== WHAT THIS TASK INVOLVES ==
Return the listing below exactly as it stands. Pictures stay out.
++++++++
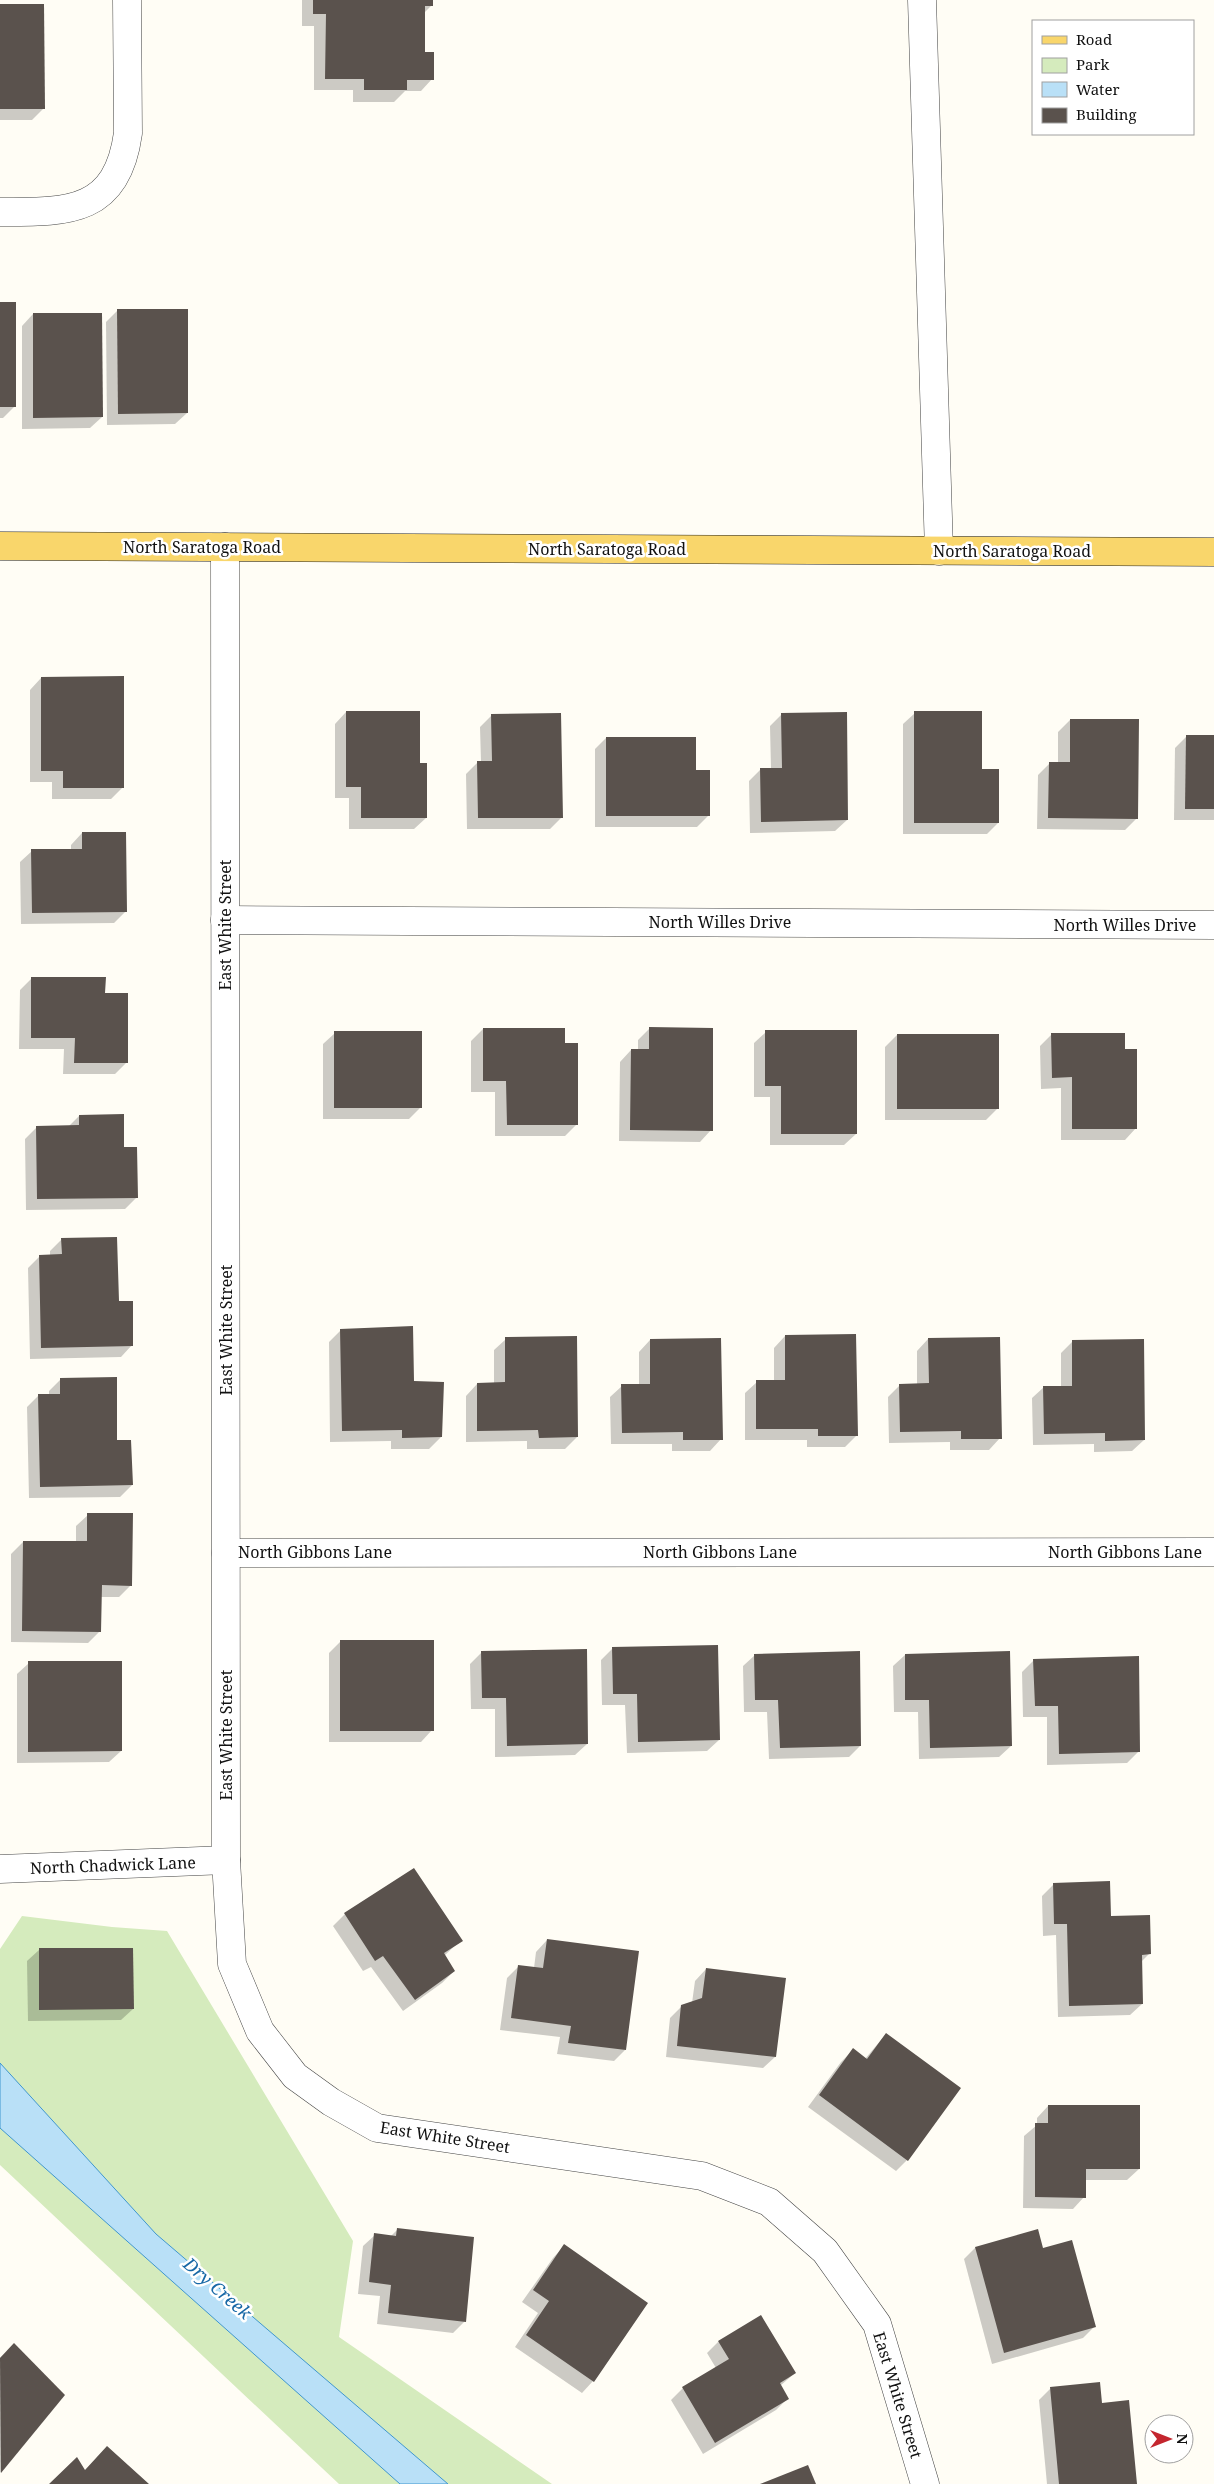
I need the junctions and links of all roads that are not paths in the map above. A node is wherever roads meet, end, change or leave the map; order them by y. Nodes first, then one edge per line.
1 (127, 0) edge
2 (922, 0) edge
3 (0, 212) edge
4 (0, 546) edge
5 (225, 547) junction
6 (939, 551) junction
7 (1214, 552) edge
8 (226, 920) junction
9 (1214, 925) edge
10 (226, 1552) junction
11 (1214, 1552) edge
12 (226, 1860) junction
13 (0, 1869) edge
14 (925, 2484) edge

1 - 3 street
2 - 6 street
4 - 5 main road, North Saratoga Road
5 - 6 main road, North Saratoga Road
5 - 8 street, East White Street
6 - 7 main road, North Saratoga Road
8 - 9 street, North Willes Drive
8 - 10 street, East White Street
10 - 11 street, North Gibbons Lane
10 - 12 street, East White Street
12 - 13 street, North Chadwick Lane
12 - 14 street, East White Street

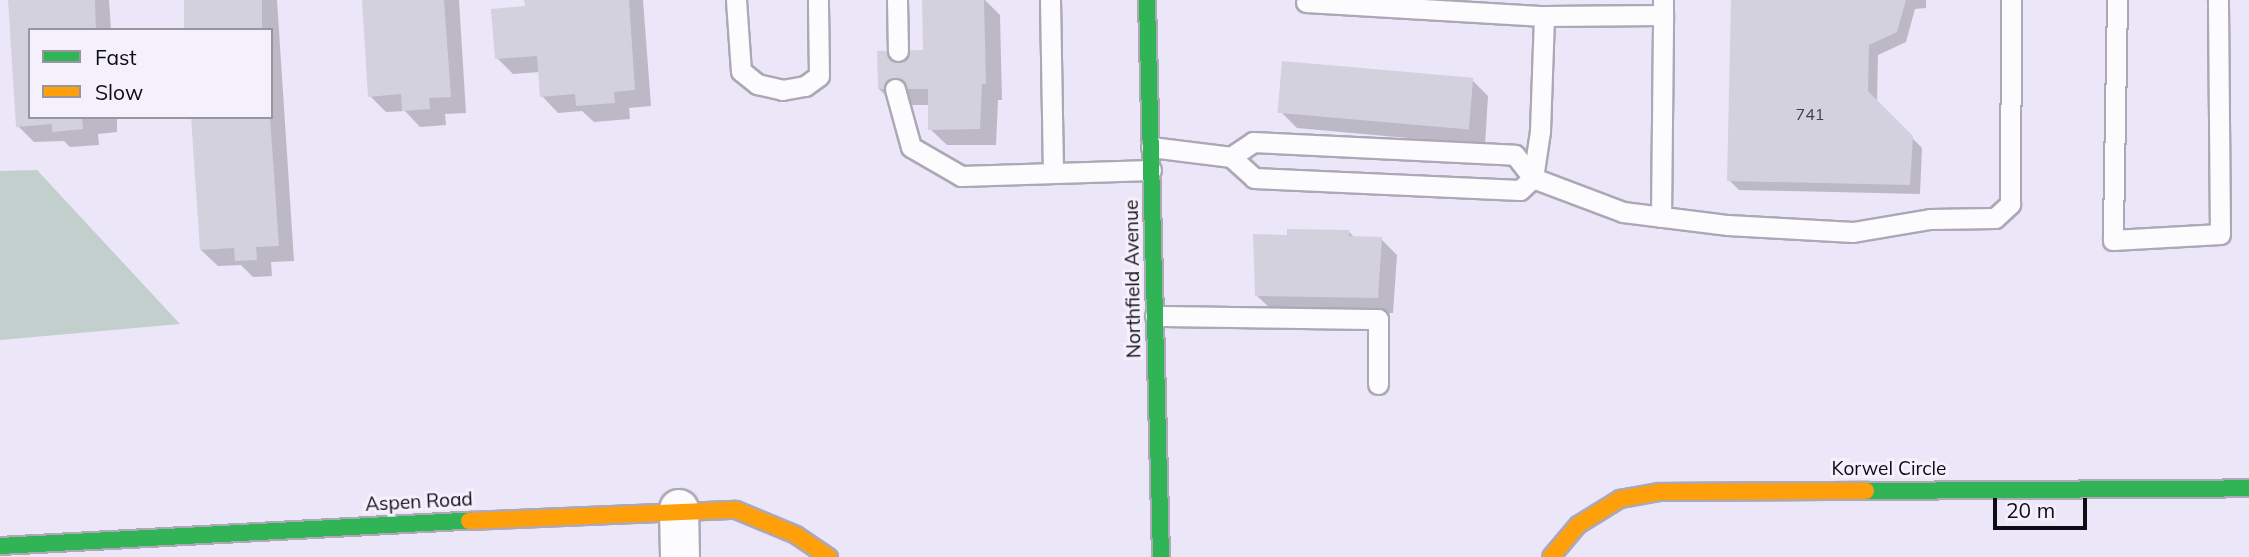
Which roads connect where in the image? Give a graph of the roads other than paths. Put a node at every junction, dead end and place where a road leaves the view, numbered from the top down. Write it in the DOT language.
graph roads {
  1 [pos="736,0"];
  2 [pos="818,0"];
  3 [pos="897,0"];
  4 [pos="1050,0"];
  5 [pos="1147,0"];
  6 [pos="2011,0"];
  7 [pos="2117,0"];
  8 [pos="2218,0"];
  9 [pos="1306,2"];
  10 [pos="1663,7"];
  11 [pos="1544,16"];
  12 [pos="898,51"];
  13 [pos="895,89"];
  14 [pos="1150,147"];
  15 [pos="1231,157"];
  16 [pos="1151,170"];
  17 [pos="1053,173"];
  18 [pos="1533,178"];
  19 [pos="1661,217"];
  20 [pos="1154,316"];
  21 [pos="1378,384"];
  22 [pos="2249,488"];
  23 [pos="679,509"];
  24 [pos="0,545"];
  25 [pos="680,557"];
  26 [pos="829,557"];
  27 [pos="1161,557"];
  28 [pos="1551,557"];
  1 -- 2 [label="lane"];
  3 -- 12 [label="lane"];
  4 -- 17 [label="lane"];
  5 -- 14 [label="street, Northfield Avenue"];
  6 -- 19 [label="lane"];
  7 -- 8 [label="lane"];
  9 -- 11 [label="lane"];
  10 -- 11 [label="lane"];
  10 -- 19 [label="lane"];
  11 -- 18 [label="lane"];
  13 -- 17 [label="lane"];
  14 -- 15 [label="lane"];
  14 -- 16 [label="street, Northfield Avenue"];
  15 -- 18 [label="lane"];
  15 -- 18 [label="lane"];
  16 -- 17 [label="lane"];
  16 -- 20 [label="street, Northfield Avenue"];
  18 -- 19 [label="lane"];
  20 -- 21 [label="lane"];
  20 -- 27 [label="street, Northfield Avenue"];
  22 -- 28 [label="street, Korwel Circle"];
  23 -- 24 [label="street, Aspen Road"];
  23 -- 25 [label="street"];
  23 -- 26 [label="street, Aspen Road"];
}
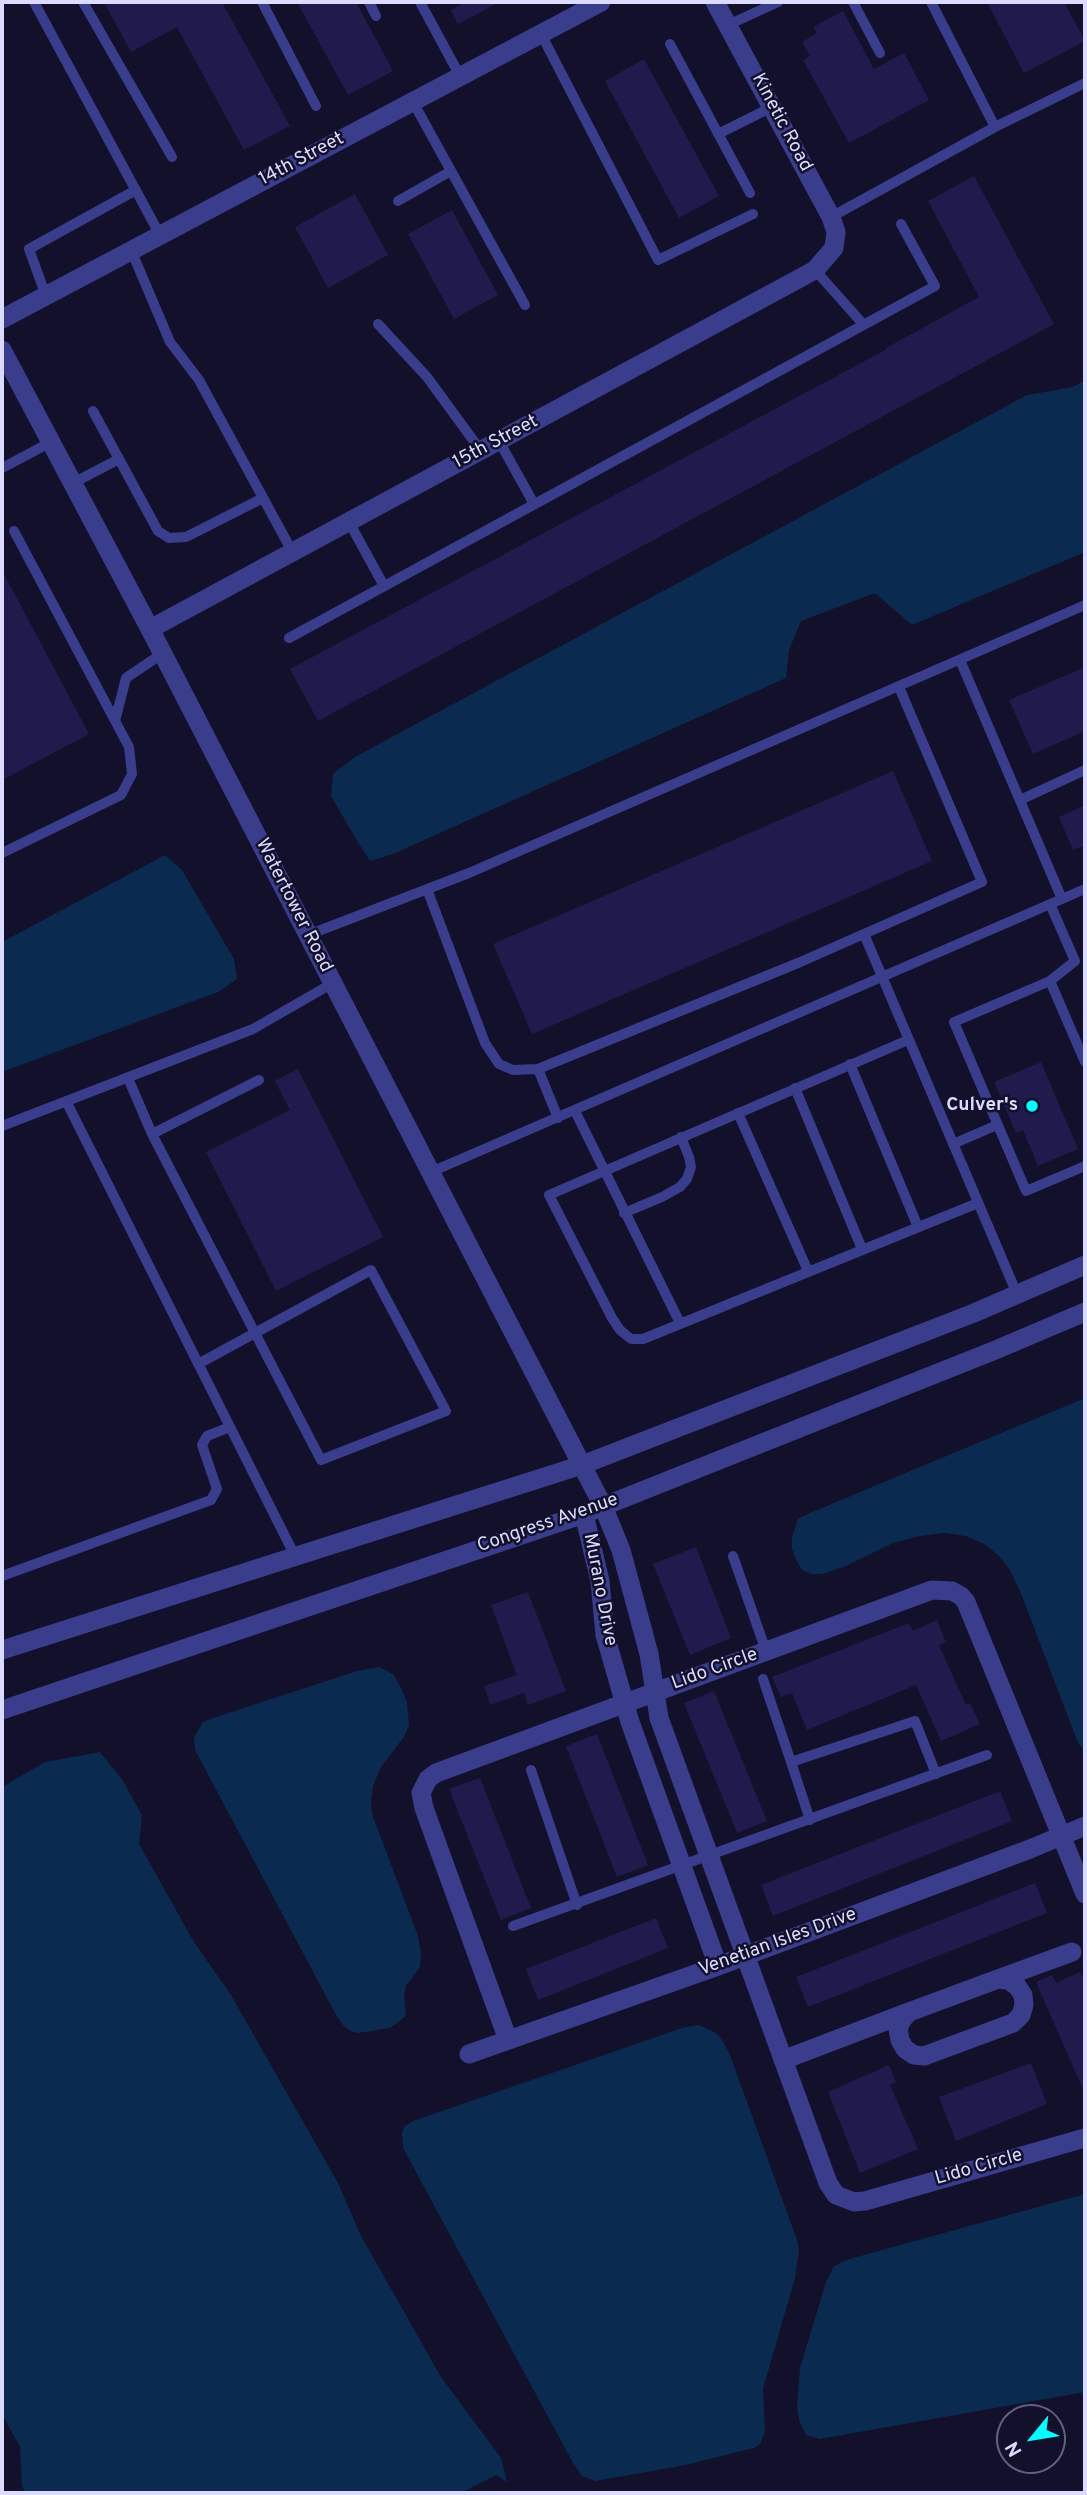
++++++++
== SOLUTION FOR THIS PROBLEM ==
I need the junctions and links of all roads that are not paths in the map above. A node is wherever roads meet, end, change or leave the map; order them by y. Nodes first, then one edge per line.
1 (127, 0) edge
2 (922, 0) edge
3 (0, 212) edge
4 (0, 546) edge
5 (225, 547) junction
6 (939, 551) junction
7 (1214, 552) edge
8 (226, 920) junction
9 (1214, 925) edge
10 (226, 1552) junction
11 (1214, 1552) edge
12 (226, 1860) junction
13 (0, 1869) edge
14 (925, 2484) edge

1 - 3 street
2 - 6 street
4 - 5 main road, North Saratoga Road
5 - 6 main road, North Saratoga Road
5 - 8 street, East White Street
6 - 7 main road, North Saratoga Road
8 - 9 street, North Willes Drive
8 - 10 street, East White Street
10 - 11 street, North Gibbons Lane
10 - 12 street, East White Street
12 - 13 street, North Chadwick Lane
12 - 14 street, East White Street

Which roads connect where in the image? Give a graph of the roads other than paths. Put a node at every junction, dead end and place where a road leaves the view, numbered from the top down. Write it in the DOT language.
graph roads {
  1 [pos="736,0"];
  2 [pos="818,0"];
  3 [pos="897,0"];
  4 [pos="1050,0"];
  5 [pos="1147,0"];
  6 [pos="2011,0"];
  7 [pos="2117,0"];
  8 [pos="2218,0"];
  9 [pos="1306,2"];
  10 [pos="1663,7"];
  11 [pos="1544,16"];
  12 [pos="898,51"];
  13 [pos="895,89"];
  14 [pos="1150,147"];
  15 [pos="1231,157"];
  16 [pos="1151,170"];
  17 [pos="1053,173"];
  18 [pos="1533,178"];
  19 [pos="1661,217"];
  20 [pos="1154,316"];
  21 [pos="1378,384"];
  22 [pos="2249,488"];
  23 [pos="679,509"];
  24 [pos="0,545"];
  25 [pos="680,557"];
  26 [pos="829,557"];
  27 [pos="1161,557"];
  28 [pos="1551,557"];
  1 -- 2 [label="lane"];
  3 -- 12 [label="lane"];
  4 -- 17 [label="lane"];
  5 -- 14 [label="street, Northfield Avenue"];
  6 -- 19 [label="lane"];
  7 -- 8 [label="lane"];
  9 -- 11 [label="lane"];
  10 -- 11 [label="lane"];
  10 -- 19 [label="lane"];
  11 -- 18 [label="lane"];
  13 -- 17 [label="lane"];
  14 -- 15 [label="lane"];
  14 -- 16 [label="street, Northfield Avenue"];
  15 -- 18 [label="lane"];
  15 -- 18 [label="lane"];
  16 -- 17 [label="lane"];
  16 -- 20 [label="street, Northfield Avenue"];
  18 -- 19 [label="lane"];
  20 -- 21 [label="lane"];
  20 -- 27 [label="street, Northfield Avenue"];
  22 -- 28 [label="street, Korwel Circle"];
  23 -- 24 [label="street, Aspen Road"];
  23 -- 25 [label="street"];
  23 -- 26 [label="street, Aspen Road"];
}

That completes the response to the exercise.